Ramiro Bejarano Guzmán

Director del Departamento de Derecho Procesal de la Universidad Externado de Colombia

 

El artículo 598 del Código General del Proceso (CGP) se ocupa de los requisitos de las medidas cautelares de embargo y secuestro de bienes de la sociedad conyugal que estén en cabeza de uno de los cónyuges, en los procesos de nulidad de matrimonio, divorcio, cesación de efectos civiles de matrimonios celebrados por el rito canónico, separación de cuerpos y de bienes, liquidación de sociedades conyugales disueltas por causa diferente a la muerte de uno de los cónyuges, disolución y liquidación de sociedades patrimoniales entre compañeros permanentes. Estos procesos los denominaremos de familia.

 

El extenso artículo 598 del CGP no previó que el solicitante del embargo y secuestro en estos procesos esté obligado a prestar caución para que el juez pueda decretar una cautela.

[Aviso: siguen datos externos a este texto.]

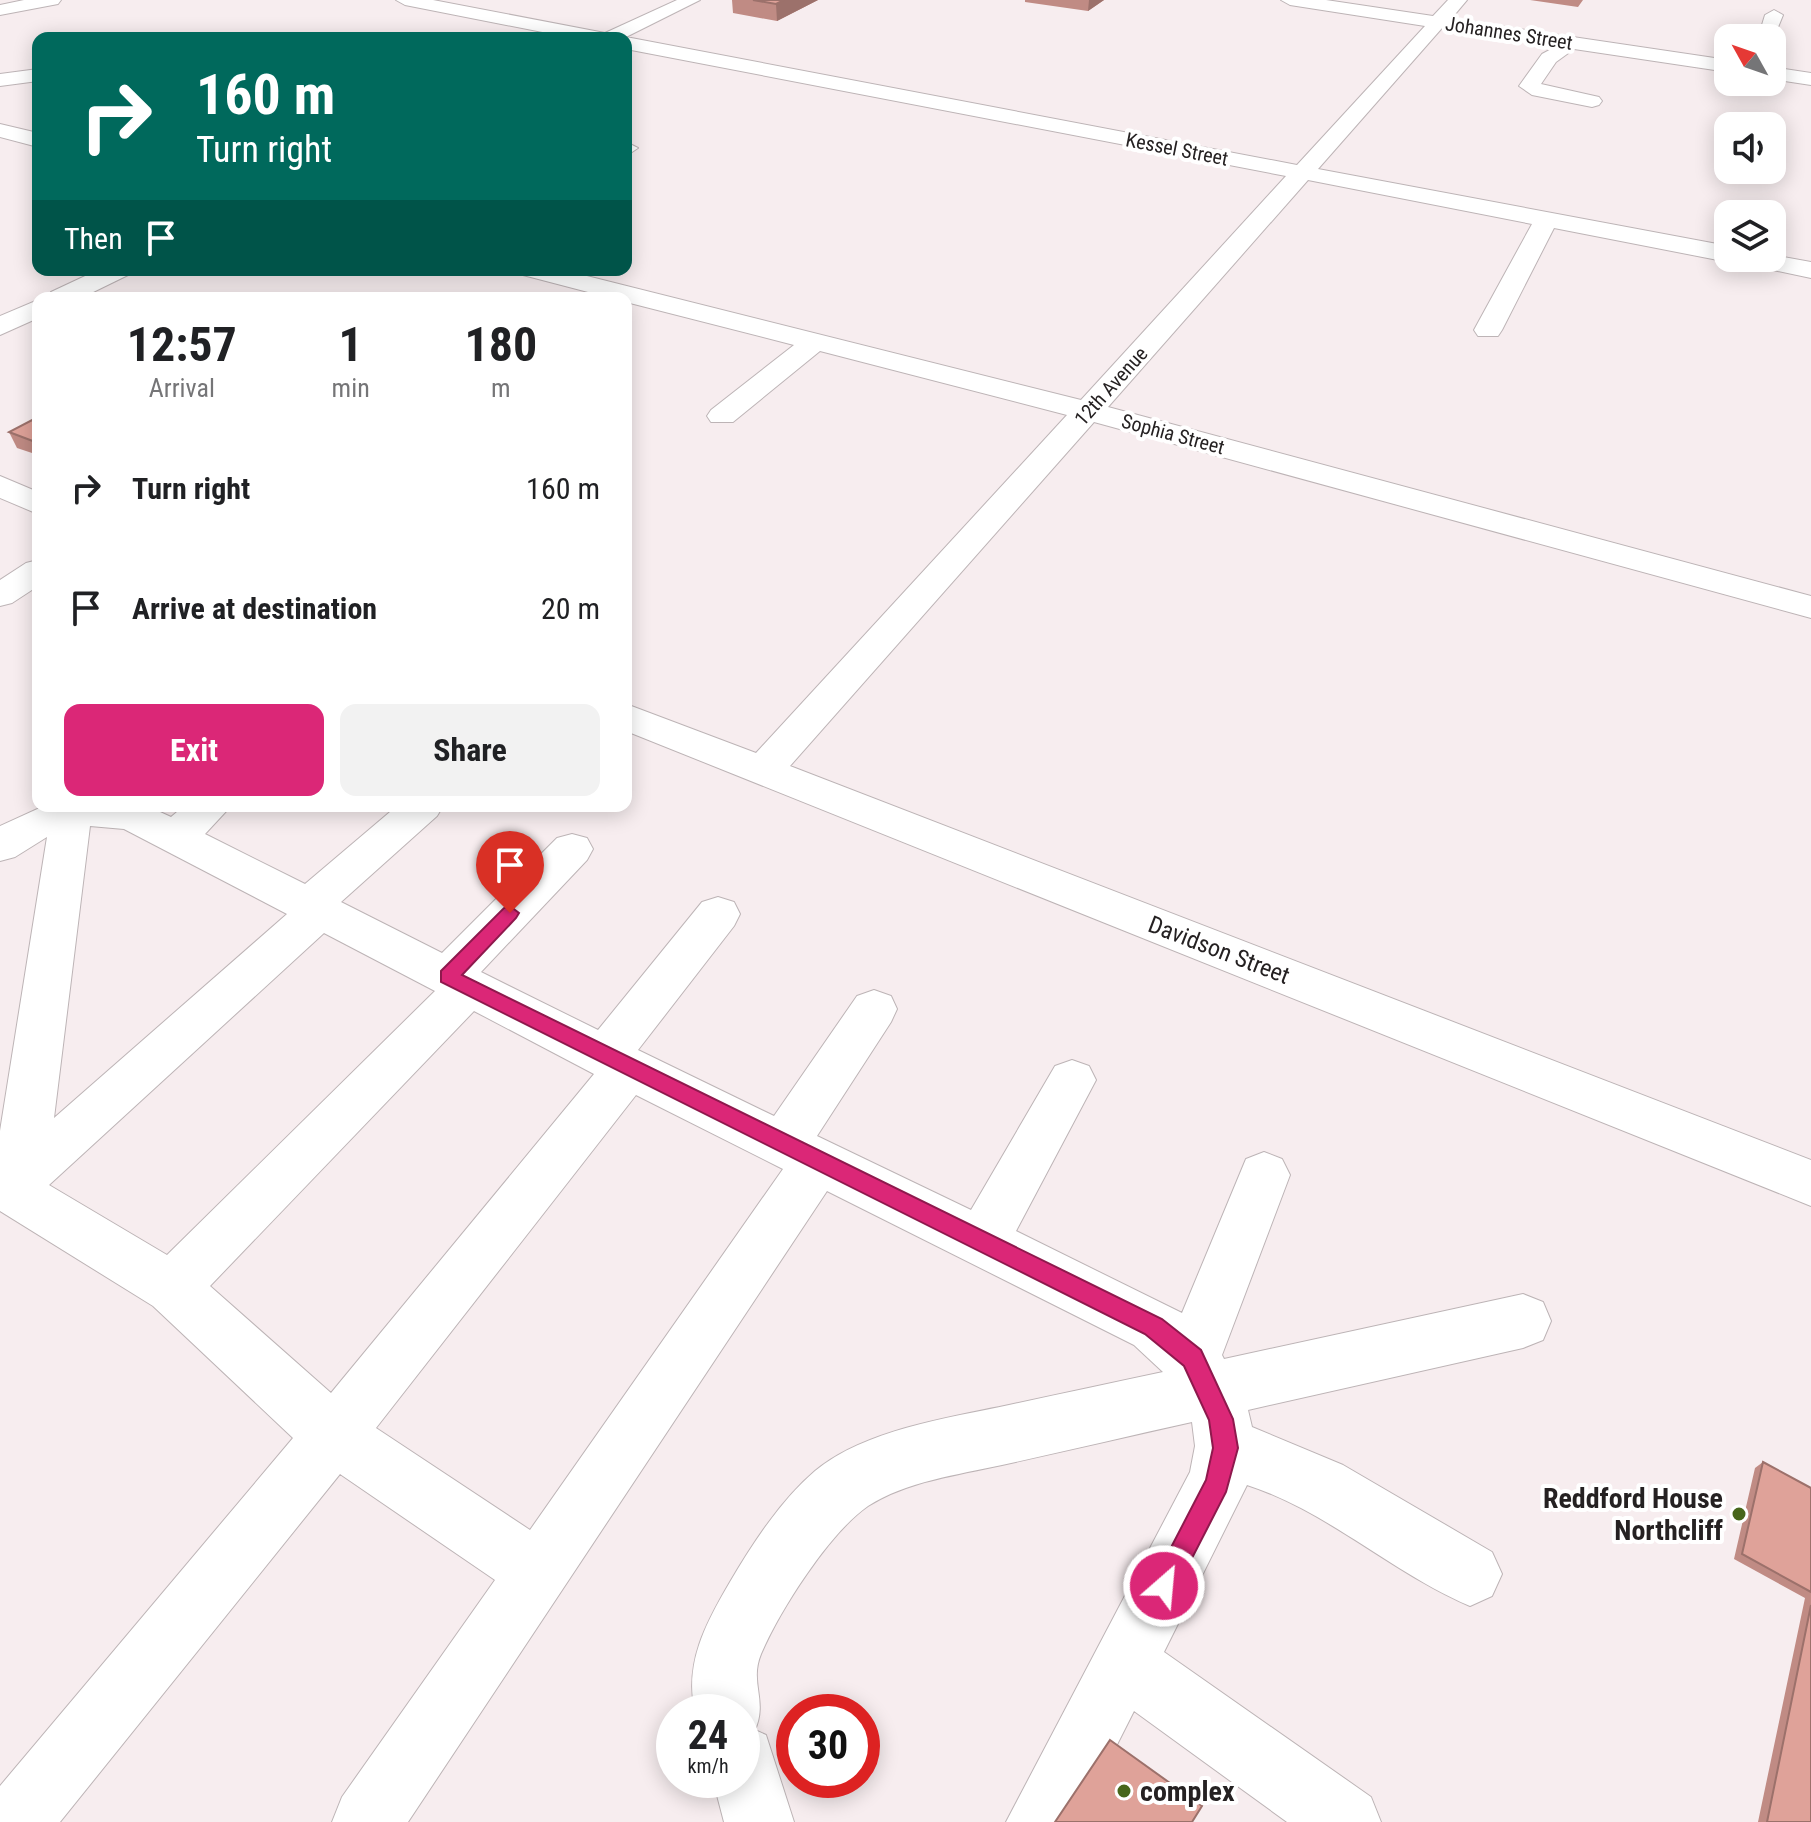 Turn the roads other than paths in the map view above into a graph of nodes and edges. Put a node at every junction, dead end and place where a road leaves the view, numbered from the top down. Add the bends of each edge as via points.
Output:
1 (52, 0) edge
2 (405, 0) edge
3 (691, 0) edge
4 (1290, 0) edge
5 (1458, 0) edge
6 (0, 10) edge
7 (1774, 15) dead end
8 (1437, 22) junction
9 (1771, 24) edge
10 (571, 32) edge
11 (623, 32) edge
12 (1569, 42) junction
13 (632, 44) edge
14 (1714, 64) edge
15 (1786, 75) edge
16 (32, 76) edge
17 (1811, 79) edge
18 (0, 80) edge
19 (1592, 101) dead end
20 (0, 130) edge
21 (32, 138) edge
22 (1300, 172) junction
23 (1546, 219) junction
24 (1714, 251) edge
25 (1786, 265) edge
26 (1811, 270) edge
27 (106, 276) edge
28 (556, 276) edge
29 (73, 292) edge
30 (618, 292) edge
31 (632, 295) edge
32 (19, 300) edge
33 (0, 327) edge
34 (1488, 330) dead end
35 (815, 342) junction
36 (1088, 411) junction
37 (722, 416) dead end
38 (9, 484) edge
39 (32, 500) edge
40 (32, 574) edge
41 (32, 581) edge
42 (0, 598) edge
43 (1811, 607) edge
44 (632, 719) edge
45 (763, 771) junction
46 (72, 812) edge
47 (82, 812) edge
48 (106, 812) edge
49 (417, 812) edge
50 (193, 821) edge
51 (0, 846) edge
52 (572, 849) dead end
53 (314, 908) junction
54 (718, 914) dead end
55 (458, 982) junction
56 (874, 1009) dead end
57 (617, 1062) junction
58 (1072, 1080) dead end
59 (801, 1152) junction
60 (1264, 1175) dead end
61 (1811, 1183) edge
62 (5, 1193) edge
63 (983, 1240) junction
64 (172, 1288) junction
65 (1523, 1321) dead end
66 (1200, 1373) junction
67 (334, 1435) junction
68 (1225, 1448) junction
69 (539, 1573) junction
70 (1470, 1574) dead end
71 (1124, 1663) junction
72 (725, 1694) edge
73 (753, 1798) edge
74 (15, 1822) edge
75 (367, 1822) edge
76 (759, 1822) edge
77 (1041, 1822) edge
78 (1346, 1822) edge

1 - 6 street
2 - 10 street
3 - 11 street
4 - 8 street, Johannes Street
5 - 8 street, 12th Avenue
7 - 9 street
8 - 12 street, Johannes Street
8 - 22 street, 12th Avenue
12 - 14 street, Johannes Street
12 - 19 street via 1549,58 1529,86
13 - 22 street, Kessel Street
15 - 17 street
16 - 18 street
20 - 21 street
22 - 23 street, Kessel Street
22 - 36 street, 12th Avenue
23 - 24 street, Kessel Street
23 - 34 street
25 - 26 street
27 - 29 street
28 - 30 street, Sophia Street
31 - 35 street, Sophia Street
32 - 33 street
35 - 36 street, Sophia Street
35 - 37 street
36 - 43 street, Sophia Street
36 - 45 street, 12th Avenue
38 - 39 street
40 - 42 street
41 - 42 street
44 - 45 street, Davidson Street
45 - 61 street, Davidson Street
46 - 51 street
47 - 62 street via 30,1113
48 - 50 street
49 - 53 street
50 - 53 street
52 - 55 street
53 - 55 street
53 - 62 street
54 - 57 street
55 - 57 street
55 - 64 street
56 - 59 street
57 - 59 street
57 - 67 street
58 - 63 street
59 - 63 street
59 - 69 street
60 - 66 street
62 - 64 street
63 - 66 street via 1154,1326
64 - 67 street
65 - 66 street
66 - 68 street via 1221,1419
66 - 72 street via 914,1455 838,1491 814,1516 738,1630 725,1663
67 - 69 street
67 - 74 street
68 - 70 street via 1312,1478
68 - 71 street via 1217,1483
69 - 75 street
71 - 77 street
71 - 78 street
73 - 76 street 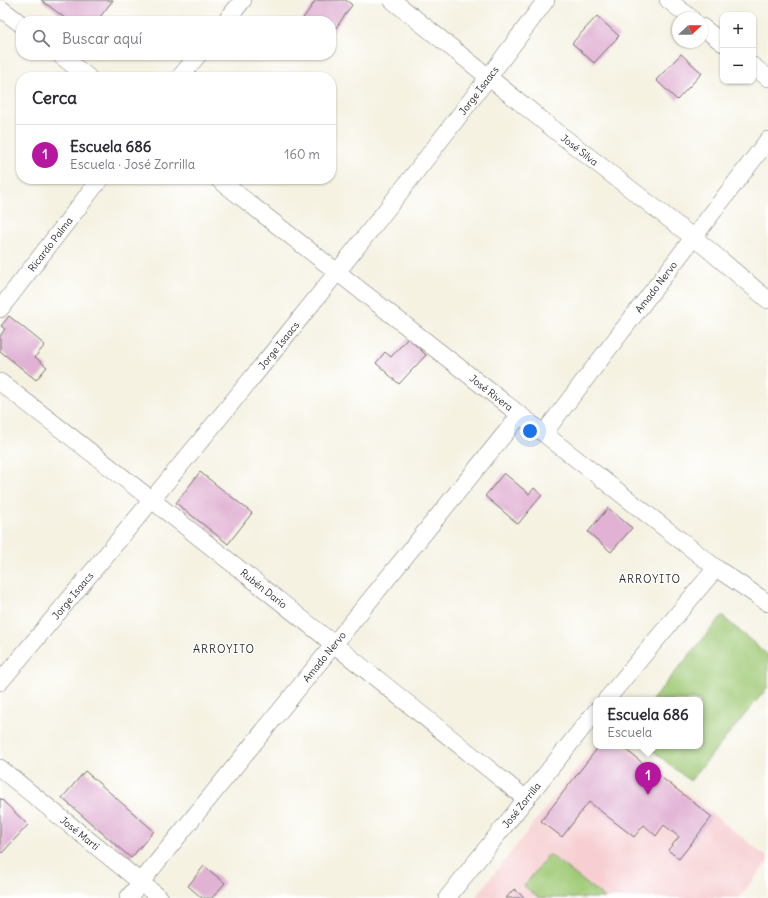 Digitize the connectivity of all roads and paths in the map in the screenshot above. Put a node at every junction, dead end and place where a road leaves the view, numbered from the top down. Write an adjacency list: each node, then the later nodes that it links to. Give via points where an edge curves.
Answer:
1 (243, 0): 7 (street)
2 (392, 0): 16 (street, José Silva)
3 (546, 0): 16 (street, Jorge Isaacs)
4 (668, 0): 6 (street)
5 (0, 8): 8 (street)
6 (683, 12)
7 (230, 16)
8 (16, 20)
9 (708, 32): 10 (street)
10 (720, 41)
11 (66, 60): 14 (street)
12 (194, 60): 15 (street)
13 (756, 68): 17 (street)
14 (82, 72)
15 (184, 72)
16 (489, 78): 21 (street, José Silva); 22 (street, Jorge Isaacs)
17 (768, 78)
18 (768, 140): 21 (street, Amado Nervo)
19 (96, 184): 24 (street, Ricardo Palma)
20 (224, 184): 22 (street, José Rivera)
21 (693, 238): 23 (street, José Silva); 27 (street, Amado Nervo)
22 (338, 272): 26 (street, José Rivera); 28 (street, Jorge Isaacs)
23 (768, 300)
24 (0, 309)
25 (0, 382): 28 (street, Rubén Darío)
26 (520, 415): 27 (street, José Rivera); 32 (street, Amado Nervo)
27 (544, 433): 29 (street, José Rivera)
28 (153, 500): 32 (street, Rubén Darío); 33 (street, Jorge Isaacs)
29 (716, 568): 30 (street, José Rivera); 34 (street)
30 (760, 589): 31 (street, José Rivera)
31 (768, 603)
32 (335, 644): 37 (street, Rubén Darío); 38 (street, Amado Nervo)
33 (0, 682)
34 (608, 697)
35 (593, 715): 37 (street, José Zorrilla)
36 (0, 768): 38 (street, José Martí)
37 (526, 799): 41 (street, José Zorrilla)
38 (141, 882): 39 (street, Amado Nervo); 40 (street, José Martí)
39 (128, 898)
40 (160, 898)
41 (447, 898) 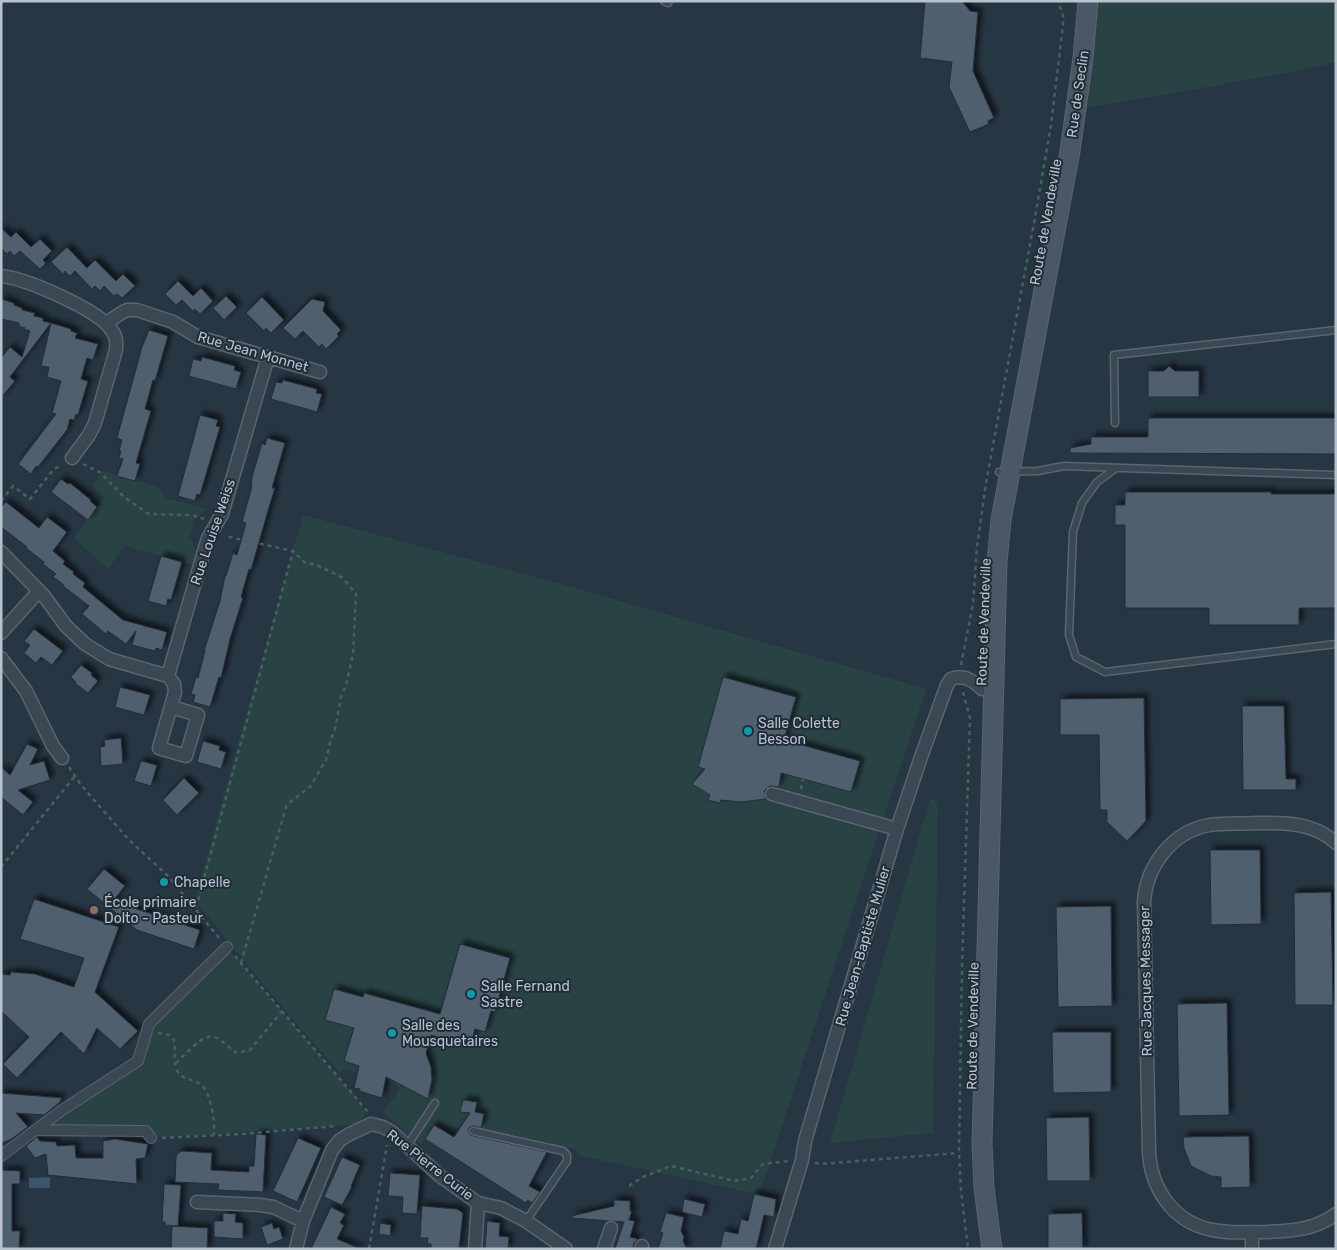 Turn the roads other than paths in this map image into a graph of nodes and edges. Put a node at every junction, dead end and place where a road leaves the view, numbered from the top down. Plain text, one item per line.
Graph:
1 (664, 1) edge
2 (669, 1) edge
3 (1077, 1) edge
4 (1088, 1) edge
5 (1, 276) edge
6 (106, 323) junction
7 (1336, 330) edge
8 (268, 357) junction
9 (320, 372) dead end
10 (1021, 422) joint
11 (1115, 423) dead end
12 (72, 458) road end
13 (1116, 468) junction
14 (1005, 472) junction
15 (1336, 475) edge
16 (1, 552) edge
17 (39, 591) junction
18 (1, 632) edge
19 (1336, 644) edge
20 (1, 658) edge
21 (168, 676) junction
22 (982, 689) junction
23 (172, 707) dead end
24 (62, 758) dead end
25 (772, 794) dead end
26 (897, 829) junction
27 (1336, 843) edge
28 (227, 947) dead end
29 (435, 1103) dead end
30 (35, 1130) junction
31 (473, 1132) dead end
32 (151, 1138) road end
33 (407, 1146) junction
34 (1, 1156) edge
35 (197, 1202) dead end
36 (478, 1202) junction
37 (1336, 1214) edge
38 (303, 1221) junction
39 (526, 1221) junction
40 (611, 1228) dead end
41 (1252, 1232) junction
42 (296, 1249) edge
43 (475, 1249) edge
44 (566, 1249) edge
45 (604, 1249) edge
46 (775, 1249) edge
47 (980, 1249) edge
48 (992, 1249) edge
49 (1252, 1249) edge

1 - 2 lane
3 - 14 main road, Route de Vendeville
4 - 10 main road, Rue de Seclin
5 - 6 street
6 - 8 street, Rue Jean Monnet
6 - 12 street
7 - 11 lane
8 - 9 street, Rue Jean Monnet
8 - 21 street, Rue Louise Weiss
10 - 14 main road, Route de Vendeville
13 - 14 lane
13 - 15 lane
13 - 19 lane
14 - 22 main road, Route de Vendeville
14 - 48 main road, Route de Vendeville
16 - 17 street
17 - 18 street
17 - 21 street
20 - 24 street
21 - 23 street, Rue Louise Weiss
22 - 26 street, Rue Jean-Baptiste Mulier
22 - 47 main road, Route de Vendeville
25 - 26 street
26 - 46 street, Rue Jean-Baptiste Mulier
27 - 41 street, Rue Jacques Messager
28 - 30 street
29 - 33 lane
30 - 32 street
30 - 34 street
31 - 39 lane
33 - 36 street, Rue Pierre Curie
33 - 38 street, Rue Pierre Curie
35 - 38 street
36 - 39 street, Rue Pierre Curie
36 - 43 street
37 - 41 street, Rue Jacques Messager
38 - 42 street
39 - 44 street, Rue Pierre Curie
40 - 45 street
41 - 49 street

Ese silencio del legislador ha generado discusión acerca de si el peticionario de esta cautela debe o no prestar caución, debate que ha dado lugar a dos posturas irreconciliables, así:

 

La primera sostiene que si bien el artículo 598 del CGP no previó la exigencia de la caución para decretar estas medidas cautelares en procesos de familia, de todas maneras el juez debe exigirla, siguiendo la regla general prevista en el numeral 2º del artículo 590 del mismo estatuto, el cual prevé que en procesos declarativos el demandante que solicite una medida cautelar de las allí autorizadas “deberá prestar caución, equivalente al veinte por ciento ( 20%) del valor de las pretensiones estimadas en la demanda”.

 

La segunda pregona que como el legislador destinó una norma especial para regular las exigencias de los procesos de familia, sin haber incluido la exigencia de la caución para decretar el embargo y secuestro de bienes de la sociedad conyugal o patrimonial, el peticionario no está obligado a prestarla.

 

En mi criterio, para el decreto y práctica de embargos y secuestros en procesos de familia, no se requiere prestar caución por el solicitante, por las siguientes razones:

 

En primer término, es evidente que si el legislador destinó un artículo especial para regular todo lo relacionado con los embargos y secuestros en procesos de familia, estos deben regirse exclusivamente por esa disposición. En efecto, siendo el artículo 598 del CGP una disposición especial, esta última prevalece, según lo reglado en el numeral 1º del artículo 5º de la Ley 57 de 1887, pues “la disposición relativa a un asunto especial prefiere a la que tenga carácter general”.

 

En segundo lugar, tampoco podría aplicarse la exigencia de prestar caución prevista en el artículo 590 del CGP para los procesos declarativos, por la sencilla razón de que no todos los procesos de familia son de la estirpe declarativa. En efecto, entre esos procesos están los de liquidación de sociedades conyugales disueltas por causa diferente a la muerte de uno de los cónyuges y los de liquidación de sociedades patrimoniales entre compañeros permanentes, los cuales, como su propio nombre los define, son de liquidación, no declarativos.

 

En tercer término, en materia de prestación de cauciones, el CGP mantuvo el principio de que estas solo son obligatorias cuando así lo exija la ley. Así, por ejemplo, en lo que tiene que ver con medidas cautelares en procesos ejecutivos, el artículo 599 del CGP, en principio, no exige prestación de caución al ejecutante para que puedan decretarse embargos y secuestros contra los bienes del ejecutado, la cual solamente se ordenará prestar cuando así lo solicite el demandado, siempre que haya propuesto excepciones o el tercero afectado con las cautelas.

 

En cuarto lugar, la naturaleza de los procesos que denominamos como de familia no puede ignorar la vinculación filial entre los sujetos contendientes, la cual está ausente, por regla general, de los demás procesos declarativos. Esa consideración pesa en cuanto que imponer al demandante el pago de perjuicios al demandado en un proceso de familia, derivados del decreto y práctica de una cautela contra el otro cónyuge, terminaría gravando, en todo caso, los haberes y recursos de la pareja misma, lo cual, obviamente, no tendría razón de ser.